An Introduction to CPU Steal, I/O wait and the top command

3 min read

CPU steal can be highly problematic. Fortunately it’s not common place on the providers we integrate with, but we do see this from time to time, and you may have seen us mention “noisy neighbours” in the Facebook group or directly on support. In this article we’ll give you a brief overview of what CPU steal is, and also give you a quick intro to the top command.

What is CPU Steal?

In a nutshell, CPU steal is CPU time that is stolen from a VPS by the hypervisor (AKA the virtual machine monitor / VMM).

Your VPS shares resources with other instances that also exist same server and CPU cycles are one of those shared resources. Unlike RAM, which has a specific, set limitation, CPU is more flexible. CPU cycles are shared across other instances that exist on the same server.

For example, if your VPS was one of 10 equally sized instances on one server, it’s CPU isn’t capped at 10%. You could potentially go above your allocation and steal from other instances on your server, and the same is true for them having the potential to steal from you.

If your VPS displays a high %st in top, this means CPU cycles are being taken away from you by other instances/hypervisor processes (more info in the next section). The more steal you experience, the more your servers performance will suffer.

If you’re experiencing server steal then you need to contact you IaaS provider directly to let them know what’s going on so they can take action accordingly.

If they’re unable (or unwilling) to solve the problem, you may need to move your site/s to a new server to ensure better, more reliable performance.

What is I/O wait

Far less prominent than CPU steal is I/O wait time. This is where your CPU is idle because there are no tasks ready to run, and it’s waiting on I/O. We rarely see it, but it’s good to know.

The following is copied and pasted from the sar manpage:

%iowait: Percentage of time that the CPU or CPUs were idle during which the system had an outstanding disk I/O request.
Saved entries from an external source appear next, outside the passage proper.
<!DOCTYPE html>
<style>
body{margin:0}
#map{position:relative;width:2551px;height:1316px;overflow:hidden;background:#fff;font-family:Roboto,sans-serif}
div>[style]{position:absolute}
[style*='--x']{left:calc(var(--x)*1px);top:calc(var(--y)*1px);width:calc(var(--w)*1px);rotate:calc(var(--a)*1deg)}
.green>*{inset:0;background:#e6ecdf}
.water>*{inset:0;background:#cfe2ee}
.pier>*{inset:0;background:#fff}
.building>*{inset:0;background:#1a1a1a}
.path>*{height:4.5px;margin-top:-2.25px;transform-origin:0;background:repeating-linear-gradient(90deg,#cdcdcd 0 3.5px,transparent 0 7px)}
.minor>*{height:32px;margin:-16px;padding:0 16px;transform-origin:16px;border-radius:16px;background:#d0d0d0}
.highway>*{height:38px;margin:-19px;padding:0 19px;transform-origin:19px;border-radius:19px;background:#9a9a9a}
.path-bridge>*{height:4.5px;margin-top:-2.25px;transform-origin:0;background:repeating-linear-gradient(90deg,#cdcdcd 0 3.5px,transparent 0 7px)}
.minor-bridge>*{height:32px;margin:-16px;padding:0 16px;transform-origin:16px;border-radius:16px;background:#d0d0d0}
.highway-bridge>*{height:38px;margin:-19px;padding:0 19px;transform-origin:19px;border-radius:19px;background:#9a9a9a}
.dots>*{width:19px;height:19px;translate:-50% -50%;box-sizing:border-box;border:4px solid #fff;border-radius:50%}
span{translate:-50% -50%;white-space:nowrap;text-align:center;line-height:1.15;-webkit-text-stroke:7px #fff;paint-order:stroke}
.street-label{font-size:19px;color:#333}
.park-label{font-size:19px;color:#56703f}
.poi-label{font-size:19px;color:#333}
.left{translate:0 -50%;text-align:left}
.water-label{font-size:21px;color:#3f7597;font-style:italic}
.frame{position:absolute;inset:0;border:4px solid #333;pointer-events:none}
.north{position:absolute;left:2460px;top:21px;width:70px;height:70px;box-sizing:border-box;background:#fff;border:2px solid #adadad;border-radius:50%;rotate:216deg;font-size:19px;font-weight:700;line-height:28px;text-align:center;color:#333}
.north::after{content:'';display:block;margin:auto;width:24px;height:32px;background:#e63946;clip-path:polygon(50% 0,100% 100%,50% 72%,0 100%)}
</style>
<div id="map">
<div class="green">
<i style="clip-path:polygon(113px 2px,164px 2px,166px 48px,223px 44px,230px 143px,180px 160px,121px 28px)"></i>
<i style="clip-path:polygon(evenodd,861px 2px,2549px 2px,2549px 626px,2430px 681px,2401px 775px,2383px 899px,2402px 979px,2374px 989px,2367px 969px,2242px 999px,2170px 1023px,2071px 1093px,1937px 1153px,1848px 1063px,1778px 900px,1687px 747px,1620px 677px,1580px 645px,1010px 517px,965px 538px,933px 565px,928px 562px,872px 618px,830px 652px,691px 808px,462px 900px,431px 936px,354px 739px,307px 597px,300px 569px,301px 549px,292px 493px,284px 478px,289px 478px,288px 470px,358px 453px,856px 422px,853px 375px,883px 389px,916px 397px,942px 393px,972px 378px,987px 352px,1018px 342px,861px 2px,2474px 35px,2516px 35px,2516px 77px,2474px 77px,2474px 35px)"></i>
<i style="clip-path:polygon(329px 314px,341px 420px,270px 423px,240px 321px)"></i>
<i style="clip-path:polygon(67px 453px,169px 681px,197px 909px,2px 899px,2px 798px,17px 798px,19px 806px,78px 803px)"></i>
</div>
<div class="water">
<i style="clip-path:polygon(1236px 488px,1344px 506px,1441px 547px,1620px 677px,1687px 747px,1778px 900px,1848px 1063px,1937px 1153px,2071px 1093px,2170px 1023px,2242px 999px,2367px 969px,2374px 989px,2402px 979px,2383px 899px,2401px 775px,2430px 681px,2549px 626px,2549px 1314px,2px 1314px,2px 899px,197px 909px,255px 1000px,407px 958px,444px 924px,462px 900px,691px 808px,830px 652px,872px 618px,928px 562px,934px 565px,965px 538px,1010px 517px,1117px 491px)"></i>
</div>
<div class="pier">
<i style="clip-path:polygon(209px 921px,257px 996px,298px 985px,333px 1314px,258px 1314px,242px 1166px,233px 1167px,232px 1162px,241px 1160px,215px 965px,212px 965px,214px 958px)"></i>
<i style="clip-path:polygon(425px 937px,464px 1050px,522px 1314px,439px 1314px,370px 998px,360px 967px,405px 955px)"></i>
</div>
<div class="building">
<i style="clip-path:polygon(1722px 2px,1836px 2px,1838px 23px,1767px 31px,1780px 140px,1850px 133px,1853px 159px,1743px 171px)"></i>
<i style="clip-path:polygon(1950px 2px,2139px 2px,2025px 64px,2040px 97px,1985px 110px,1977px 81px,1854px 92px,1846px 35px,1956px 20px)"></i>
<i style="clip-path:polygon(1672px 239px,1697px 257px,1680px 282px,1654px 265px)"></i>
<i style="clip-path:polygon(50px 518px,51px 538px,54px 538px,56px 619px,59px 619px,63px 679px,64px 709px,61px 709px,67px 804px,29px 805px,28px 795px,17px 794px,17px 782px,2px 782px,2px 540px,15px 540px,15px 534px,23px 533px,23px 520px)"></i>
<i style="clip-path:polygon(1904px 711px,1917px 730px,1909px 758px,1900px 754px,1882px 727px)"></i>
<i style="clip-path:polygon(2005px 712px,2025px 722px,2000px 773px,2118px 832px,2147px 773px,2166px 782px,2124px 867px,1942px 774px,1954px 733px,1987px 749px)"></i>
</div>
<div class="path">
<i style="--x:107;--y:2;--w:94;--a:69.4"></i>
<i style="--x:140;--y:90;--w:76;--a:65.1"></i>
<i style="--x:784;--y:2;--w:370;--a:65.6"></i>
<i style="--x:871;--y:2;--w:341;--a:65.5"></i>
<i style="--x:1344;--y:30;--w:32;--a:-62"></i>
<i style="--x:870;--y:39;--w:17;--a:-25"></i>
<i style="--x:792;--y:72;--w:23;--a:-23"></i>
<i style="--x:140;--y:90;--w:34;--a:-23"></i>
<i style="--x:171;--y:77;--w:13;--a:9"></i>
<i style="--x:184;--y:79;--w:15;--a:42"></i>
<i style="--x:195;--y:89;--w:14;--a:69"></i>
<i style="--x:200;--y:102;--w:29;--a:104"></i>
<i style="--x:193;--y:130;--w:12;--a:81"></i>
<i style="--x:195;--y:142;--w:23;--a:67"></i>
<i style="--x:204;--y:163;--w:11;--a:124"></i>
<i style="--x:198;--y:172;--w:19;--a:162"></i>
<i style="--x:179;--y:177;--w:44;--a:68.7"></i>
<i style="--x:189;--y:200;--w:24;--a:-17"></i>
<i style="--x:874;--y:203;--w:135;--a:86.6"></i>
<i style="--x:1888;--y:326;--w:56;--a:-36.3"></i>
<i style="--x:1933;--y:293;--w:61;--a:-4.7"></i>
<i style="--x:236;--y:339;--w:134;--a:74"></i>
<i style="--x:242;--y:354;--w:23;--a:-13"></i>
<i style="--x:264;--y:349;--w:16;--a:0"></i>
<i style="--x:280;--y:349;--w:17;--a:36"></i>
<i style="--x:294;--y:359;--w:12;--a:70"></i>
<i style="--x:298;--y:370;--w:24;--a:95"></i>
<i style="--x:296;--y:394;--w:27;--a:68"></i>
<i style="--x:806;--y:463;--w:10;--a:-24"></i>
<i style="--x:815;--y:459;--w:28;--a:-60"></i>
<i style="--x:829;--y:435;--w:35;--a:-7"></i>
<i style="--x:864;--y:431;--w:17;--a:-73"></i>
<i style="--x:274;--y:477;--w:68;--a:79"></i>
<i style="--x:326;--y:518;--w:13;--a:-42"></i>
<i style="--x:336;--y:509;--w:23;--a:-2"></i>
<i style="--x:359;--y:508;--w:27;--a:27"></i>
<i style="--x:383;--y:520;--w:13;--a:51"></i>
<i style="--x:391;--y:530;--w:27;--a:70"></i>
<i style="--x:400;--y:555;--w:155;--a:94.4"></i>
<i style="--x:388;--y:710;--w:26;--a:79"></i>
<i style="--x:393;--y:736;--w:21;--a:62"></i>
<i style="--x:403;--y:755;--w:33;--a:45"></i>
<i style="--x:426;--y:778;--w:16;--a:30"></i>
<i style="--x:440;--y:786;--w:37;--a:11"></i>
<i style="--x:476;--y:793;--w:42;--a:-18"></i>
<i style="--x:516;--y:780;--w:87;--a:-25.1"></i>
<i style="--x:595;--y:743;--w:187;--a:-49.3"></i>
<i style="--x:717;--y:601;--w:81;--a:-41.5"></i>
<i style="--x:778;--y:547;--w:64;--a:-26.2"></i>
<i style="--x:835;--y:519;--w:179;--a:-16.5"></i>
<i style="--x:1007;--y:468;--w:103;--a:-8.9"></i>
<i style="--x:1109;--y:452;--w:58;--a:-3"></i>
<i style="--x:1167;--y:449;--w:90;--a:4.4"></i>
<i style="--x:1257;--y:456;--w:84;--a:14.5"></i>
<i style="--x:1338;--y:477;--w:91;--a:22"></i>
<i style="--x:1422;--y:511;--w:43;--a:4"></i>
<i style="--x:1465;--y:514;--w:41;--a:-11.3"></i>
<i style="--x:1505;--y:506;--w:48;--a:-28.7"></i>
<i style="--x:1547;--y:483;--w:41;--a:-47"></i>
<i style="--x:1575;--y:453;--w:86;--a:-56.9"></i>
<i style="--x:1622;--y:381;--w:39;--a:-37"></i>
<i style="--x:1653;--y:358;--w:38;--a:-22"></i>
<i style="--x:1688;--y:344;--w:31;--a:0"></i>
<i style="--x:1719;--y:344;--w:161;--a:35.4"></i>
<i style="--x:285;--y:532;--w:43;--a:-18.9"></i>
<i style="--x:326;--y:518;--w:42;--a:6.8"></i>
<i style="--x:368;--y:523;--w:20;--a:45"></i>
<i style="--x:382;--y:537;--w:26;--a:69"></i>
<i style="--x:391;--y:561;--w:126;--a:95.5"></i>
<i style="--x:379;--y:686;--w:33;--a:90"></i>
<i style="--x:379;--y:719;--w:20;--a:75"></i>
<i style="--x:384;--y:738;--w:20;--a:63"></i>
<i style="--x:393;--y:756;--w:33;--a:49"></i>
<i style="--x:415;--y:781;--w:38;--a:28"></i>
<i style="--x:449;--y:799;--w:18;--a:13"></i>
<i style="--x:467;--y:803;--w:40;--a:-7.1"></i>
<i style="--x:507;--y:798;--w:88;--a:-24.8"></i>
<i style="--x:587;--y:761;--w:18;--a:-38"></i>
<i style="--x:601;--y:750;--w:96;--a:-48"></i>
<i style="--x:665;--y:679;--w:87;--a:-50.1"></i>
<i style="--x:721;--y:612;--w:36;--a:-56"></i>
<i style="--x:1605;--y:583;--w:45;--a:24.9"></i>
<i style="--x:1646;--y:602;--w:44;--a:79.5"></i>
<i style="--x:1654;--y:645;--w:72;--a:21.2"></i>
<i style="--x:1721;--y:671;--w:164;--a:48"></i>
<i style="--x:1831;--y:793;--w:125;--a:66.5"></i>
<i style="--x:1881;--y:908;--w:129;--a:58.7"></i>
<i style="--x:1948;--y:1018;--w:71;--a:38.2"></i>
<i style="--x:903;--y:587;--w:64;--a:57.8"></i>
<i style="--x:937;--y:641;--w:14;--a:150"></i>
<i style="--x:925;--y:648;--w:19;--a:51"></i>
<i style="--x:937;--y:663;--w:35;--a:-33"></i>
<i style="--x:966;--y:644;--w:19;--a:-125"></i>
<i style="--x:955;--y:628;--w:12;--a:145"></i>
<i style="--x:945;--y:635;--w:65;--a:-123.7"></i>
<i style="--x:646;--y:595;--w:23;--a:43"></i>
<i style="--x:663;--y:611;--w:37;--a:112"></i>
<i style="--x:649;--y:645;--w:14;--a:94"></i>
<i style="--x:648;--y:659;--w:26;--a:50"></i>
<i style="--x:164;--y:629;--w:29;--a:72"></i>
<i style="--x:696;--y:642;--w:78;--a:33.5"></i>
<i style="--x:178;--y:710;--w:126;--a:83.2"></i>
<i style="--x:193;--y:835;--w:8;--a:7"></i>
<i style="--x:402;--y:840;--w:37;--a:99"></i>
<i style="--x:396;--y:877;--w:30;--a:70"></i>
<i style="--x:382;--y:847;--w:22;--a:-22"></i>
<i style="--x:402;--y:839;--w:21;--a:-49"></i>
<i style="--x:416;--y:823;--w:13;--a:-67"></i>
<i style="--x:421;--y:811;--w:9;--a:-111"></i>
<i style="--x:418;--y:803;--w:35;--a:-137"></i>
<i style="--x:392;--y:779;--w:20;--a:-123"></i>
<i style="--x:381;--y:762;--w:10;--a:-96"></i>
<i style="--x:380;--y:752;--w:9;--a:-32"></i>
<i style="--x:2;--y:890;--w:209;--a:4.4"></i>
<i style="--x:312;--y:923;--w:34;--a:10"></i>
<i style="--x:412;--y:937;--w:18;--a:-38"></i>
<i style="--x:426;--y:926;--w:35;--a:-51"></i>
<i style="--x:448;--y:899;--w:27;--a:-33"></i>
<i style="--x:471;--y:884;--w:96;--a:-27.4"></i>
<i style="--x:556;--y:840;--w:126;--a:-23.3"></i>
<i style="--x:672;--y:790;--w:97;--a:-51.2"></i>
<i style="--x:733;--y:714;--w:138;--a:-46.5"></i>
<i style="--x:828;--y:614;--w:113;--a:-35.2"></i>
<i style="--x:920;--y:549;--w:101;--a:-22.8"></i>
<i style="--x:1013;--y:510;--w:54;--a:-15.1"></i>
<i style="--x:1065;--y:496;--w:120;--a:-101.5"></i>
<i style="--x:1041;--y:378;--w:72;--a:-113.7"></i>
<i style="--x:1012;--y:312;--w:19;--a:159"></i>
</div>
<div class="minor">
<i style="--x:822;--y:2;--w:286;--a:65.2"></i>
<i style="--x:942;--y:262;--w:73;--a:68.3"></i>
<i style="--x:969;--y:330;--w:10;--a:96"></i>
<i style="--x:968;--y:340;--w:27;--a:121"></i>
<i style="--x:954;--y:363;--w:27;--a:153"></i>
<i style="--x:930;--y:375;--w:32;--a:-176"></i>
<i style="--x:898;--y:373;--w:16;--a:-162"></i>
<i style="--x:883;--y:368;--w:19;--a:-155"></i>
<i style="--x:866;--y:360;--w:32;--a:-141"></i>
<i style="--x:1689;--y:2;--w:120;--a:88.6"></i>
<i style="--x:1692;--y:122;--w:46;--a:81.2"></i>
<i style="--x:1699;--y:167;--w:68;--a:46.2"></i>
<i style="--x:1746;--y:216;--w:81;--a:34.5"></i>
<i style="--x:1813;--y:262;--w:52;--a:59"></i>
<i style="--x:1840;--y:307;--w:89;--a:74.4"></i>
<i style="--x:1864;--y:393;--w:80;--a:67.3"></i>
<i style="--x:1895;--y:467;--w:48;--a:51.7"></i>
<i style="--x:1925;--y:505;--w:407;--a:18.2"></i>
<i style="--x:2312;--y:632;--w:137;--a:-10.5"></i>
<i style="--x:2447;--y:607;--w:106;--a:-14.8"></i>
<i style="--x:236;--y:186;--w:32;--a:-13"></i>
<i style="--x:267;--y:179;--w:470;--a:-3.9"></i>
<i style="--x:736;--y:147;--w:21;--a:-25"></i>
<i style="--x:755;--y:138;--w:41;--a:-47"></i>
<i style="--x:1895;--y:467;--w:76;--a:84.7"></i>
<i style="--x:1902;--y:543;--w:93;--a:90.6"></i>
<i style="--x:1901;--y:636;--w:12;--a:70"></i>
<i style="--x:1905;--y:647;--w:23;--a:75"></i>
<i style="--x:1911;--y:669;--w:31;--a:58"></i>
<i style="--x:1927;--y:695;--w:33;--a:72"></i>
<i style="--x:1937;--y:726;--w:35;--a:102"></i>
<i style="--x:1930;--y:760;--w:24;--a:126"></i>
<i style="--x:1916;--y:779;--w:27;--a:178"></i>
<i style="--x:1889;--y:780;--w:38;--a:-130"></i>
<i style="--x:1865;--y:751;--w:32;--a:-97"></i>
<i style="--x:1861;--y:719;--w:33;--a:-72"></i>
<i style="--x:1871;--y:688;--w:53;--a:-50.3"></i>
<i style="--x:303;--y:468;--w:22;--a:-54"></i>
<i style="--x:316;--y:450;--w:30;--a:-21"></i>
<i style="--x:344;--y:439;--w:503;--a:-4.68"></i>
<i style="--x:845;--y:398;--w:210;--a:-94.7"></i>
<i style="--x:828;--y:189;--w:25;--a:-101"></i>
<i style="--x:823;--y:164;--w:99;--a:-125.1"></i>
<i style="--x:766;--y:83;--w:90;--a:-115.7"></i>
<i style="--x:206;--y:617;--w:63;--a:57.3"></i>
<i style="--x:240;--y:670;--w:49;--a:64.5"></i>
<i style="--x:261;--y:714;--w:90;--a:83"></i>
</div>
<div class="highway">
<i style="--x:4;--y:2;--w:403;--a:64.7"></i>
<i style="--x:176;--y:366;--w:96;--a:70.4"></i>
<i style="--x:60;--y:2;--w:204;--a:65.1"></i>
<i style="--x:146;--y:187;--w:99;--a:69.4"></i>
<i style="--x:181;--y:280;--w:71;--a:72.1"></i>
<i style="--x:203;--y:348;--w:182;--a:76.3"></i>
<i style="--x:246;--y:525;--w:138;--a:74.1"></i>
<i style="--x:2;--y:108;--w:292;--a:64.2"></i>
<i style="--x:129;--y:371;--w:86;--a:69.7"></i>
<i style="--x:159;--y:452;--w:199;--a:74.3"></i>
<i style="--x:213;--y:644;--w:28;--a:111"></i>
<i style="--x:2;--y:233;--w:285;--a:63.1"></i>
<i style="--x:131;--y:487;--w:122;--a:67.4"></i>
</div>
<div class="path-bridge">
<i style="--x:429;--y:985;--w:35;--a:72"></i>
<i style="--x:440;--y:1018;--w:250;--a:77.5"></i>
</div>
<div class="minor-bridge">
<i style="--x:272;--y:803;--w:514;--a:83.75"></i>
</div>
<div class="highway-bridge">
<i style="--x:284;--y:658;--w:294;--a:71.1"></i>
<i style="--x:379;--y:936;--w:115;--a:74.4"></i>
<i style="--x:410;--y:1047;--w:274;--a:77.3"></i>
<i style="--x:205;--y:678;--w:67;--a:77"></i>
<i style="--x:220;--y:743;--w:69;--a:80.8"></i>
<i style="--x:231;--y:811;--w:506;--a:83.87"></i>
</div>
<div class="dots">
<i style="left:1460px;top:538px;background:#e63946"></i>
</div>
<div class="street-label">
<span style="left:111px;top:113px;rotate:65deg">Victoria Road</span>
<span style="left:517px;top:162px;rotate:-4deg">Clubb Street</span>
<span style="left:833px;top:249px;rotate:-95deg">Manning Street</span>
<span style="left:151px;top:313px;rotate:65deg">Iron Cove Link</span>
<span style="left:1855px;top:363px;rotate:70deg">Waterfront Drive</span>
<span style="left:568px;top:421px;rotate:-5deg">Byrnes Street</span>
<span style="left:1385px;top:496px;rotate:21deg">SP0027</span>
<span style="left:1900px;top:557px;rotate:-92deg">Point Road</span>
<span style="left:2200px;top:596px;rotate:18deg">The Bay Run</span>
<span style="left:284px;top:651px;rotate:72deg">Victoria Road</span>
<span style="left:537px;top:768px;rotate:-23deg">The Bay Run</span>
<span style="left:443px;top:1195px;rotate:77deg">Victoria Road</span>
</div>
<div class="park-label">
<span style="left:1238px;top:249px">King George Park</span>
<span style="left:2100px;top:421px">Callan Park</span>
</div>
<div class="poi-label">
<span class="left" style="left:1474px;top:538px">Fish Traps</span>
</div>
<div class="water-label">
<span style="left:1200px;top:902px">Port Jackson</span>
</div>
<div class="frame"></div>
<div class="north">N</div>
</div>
I/O wait is simply idle time where no tasks could be scheduled. 

Running the top command

For this you’ll need to SSH into your server. Please see the following articles to get started:

Generate your SSH Key:

Generate SSH Key on Mac

Generate SSH Key on Windows with Putty

Generate SSH Key on Windows with Windows Subsystem for Linux

Generate SSH Key on Windows with Windows CMD/PowerShell

Add your SSH Key to GridPane:

Add default SSH Keys

Add/Remove an SSH Key to/from an Active GridPane Server

Connect to your server:

Connect to a GridPane server by SSH as Root user.

 

Checking for CPU steal with top

The top command will let you know if other VPS’s on your server are stealing your CPU usage, or if your CPU is waiting on IO/drives. Run:

top

And you’ll see a table appear that looks as follows. We’re interested in the parts highlighted in red:

Steal “st”
Here you can see there’s no steal, but sometimes neighbours on your server can potentially steal a lot of your CPU – sometimes over 50% or more.

I/O Wait “wa”
If this is high then the CPU is waiting on the IO/drives. You can exit top and install run iotop to see which process is causing the most I/O utilization on your server.

To exit top hit Ctrl+C.

You can install iotop with:

apt install iotop

Then run:

iotop

iotop will list all of the processes running with the heaviest process at the very top.

To exit top/iotop hit Ctrl+C.